Why would Dalembert choose NY over MIA?


----------



## Porn Player (Apr 24, 2003)

New York is closer to Canada. New York is New York. New York have Carmelo and Amare, I know this works both ways but they still ain't nothing to be sniffed at. New York has allure. New York has heritage.


----------



## BEEZ (Jun 12, 2002)

Porn Player said:


> New York is closer to Canada. New York is New York. New York have Carmelo and Amare, I know this works both ways but they still ain't nothing to be sniffed at. New York has allure.

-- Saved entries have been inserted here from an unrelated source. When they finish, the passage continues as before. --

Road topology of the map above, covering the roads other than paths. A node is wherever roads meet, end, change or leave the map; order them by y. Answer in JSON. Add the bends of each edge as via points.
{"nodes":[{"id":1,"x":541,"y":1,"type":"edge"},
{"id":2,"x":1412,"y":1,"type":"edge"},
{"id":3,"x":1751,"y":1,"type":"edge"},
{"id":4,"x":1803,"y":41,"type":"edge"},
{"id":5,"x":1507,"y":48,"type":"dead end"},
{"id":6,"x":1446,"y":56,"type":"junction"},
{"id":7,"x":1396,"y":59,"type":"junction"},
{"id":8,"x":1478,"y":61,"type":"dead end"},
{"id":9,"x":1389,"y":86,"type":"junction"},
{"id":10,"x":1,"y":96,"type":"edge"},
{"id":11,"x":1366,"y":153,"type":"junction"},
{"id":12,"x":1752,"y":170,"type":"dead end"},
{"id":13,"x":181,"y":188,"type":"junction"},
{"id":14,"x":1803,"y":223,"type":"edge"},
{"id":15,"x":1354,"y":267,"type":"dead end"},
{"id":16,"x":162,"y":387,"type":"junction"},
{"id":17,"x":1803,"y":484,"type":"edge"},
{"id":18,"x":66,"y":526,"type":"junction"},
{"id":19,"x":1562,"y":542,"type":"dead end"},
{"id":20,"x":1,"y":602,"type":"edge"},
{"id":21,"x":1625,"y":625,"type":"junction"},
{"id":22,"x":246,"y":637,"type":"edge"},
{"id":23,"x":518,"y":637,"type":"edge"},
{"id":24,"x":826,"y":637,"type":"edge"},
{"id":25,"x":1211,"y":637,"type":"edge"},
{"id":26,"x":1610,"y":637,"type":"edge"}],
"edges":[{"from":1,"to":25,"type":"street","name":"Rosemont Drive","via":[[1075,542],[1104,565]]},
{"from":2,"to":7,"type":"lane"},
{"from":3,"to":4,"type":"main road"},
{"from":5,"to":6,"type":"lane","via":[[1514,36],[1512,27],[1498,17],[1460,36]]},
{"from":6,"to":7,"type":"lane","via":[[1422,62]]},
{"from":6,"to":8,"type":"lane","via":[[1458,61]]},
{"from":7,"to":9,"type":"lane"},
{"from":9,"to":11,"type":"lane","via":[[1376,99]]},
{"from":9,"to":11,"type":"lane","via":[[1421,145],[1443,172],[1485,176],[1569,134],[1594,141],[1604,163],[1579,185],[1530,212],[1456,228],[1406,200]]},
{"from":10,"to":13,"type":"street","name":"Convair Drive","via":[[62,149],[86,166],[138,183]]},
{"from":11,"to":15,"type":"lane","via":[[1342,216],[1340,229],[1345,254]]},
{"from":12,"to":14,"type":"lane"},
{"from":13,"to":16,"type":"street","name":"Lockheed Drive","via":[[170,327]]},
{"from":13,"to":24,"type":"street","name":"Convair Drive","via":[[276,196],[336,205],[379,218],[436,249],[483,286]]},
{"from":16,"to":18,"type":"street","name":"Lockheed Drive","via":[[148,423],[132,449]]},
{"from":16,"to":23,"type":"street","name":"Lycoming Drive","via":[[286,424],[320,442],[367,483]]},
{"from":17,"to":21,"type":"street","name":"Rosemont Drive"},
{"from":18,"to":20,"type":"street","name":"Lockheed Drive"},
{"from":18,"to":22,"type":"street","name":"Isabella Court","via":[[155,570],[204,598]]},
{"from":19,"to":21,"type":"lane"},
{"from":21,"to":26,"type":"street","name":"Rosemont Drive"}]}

New York has heritage.


Dalembert lives in Miami


----------



## Kiyaman (Aug 14, 2006)

*There are two things about this one year contract offering to worry about......* 

*1)* It's a good idea if the plan is to sign "three" cheap centers (Kwame/ Sean Williams/ and Jerome Jordan) to have Bigman practice-session throughout the season with rookie Harrelson. 

*2)* It's a bad idea all around the board if certain top FA are looking for a 3 to 5 year contract to be molded as part of the Knicks new BIG-3.... FA like SG-J.Richardson, Multi-talented 6th-man Wilson Chandler, C-Dalembert, or C-Tyson Chandler. 

*2a)* *The real bad idea of the Knicks (only) giving a one year contract (again) under a dum DNP Celebrity headcoach Mike Damnphony *....is the fact there is NOT one NBA agent with decent FA Center or PF as their clients would put their client future into ruin by letting a clueless dum headcoach Damnphony who have less skills than a H.S. coach on defense and the usage of bigmen lower their clients value in just one season...


----------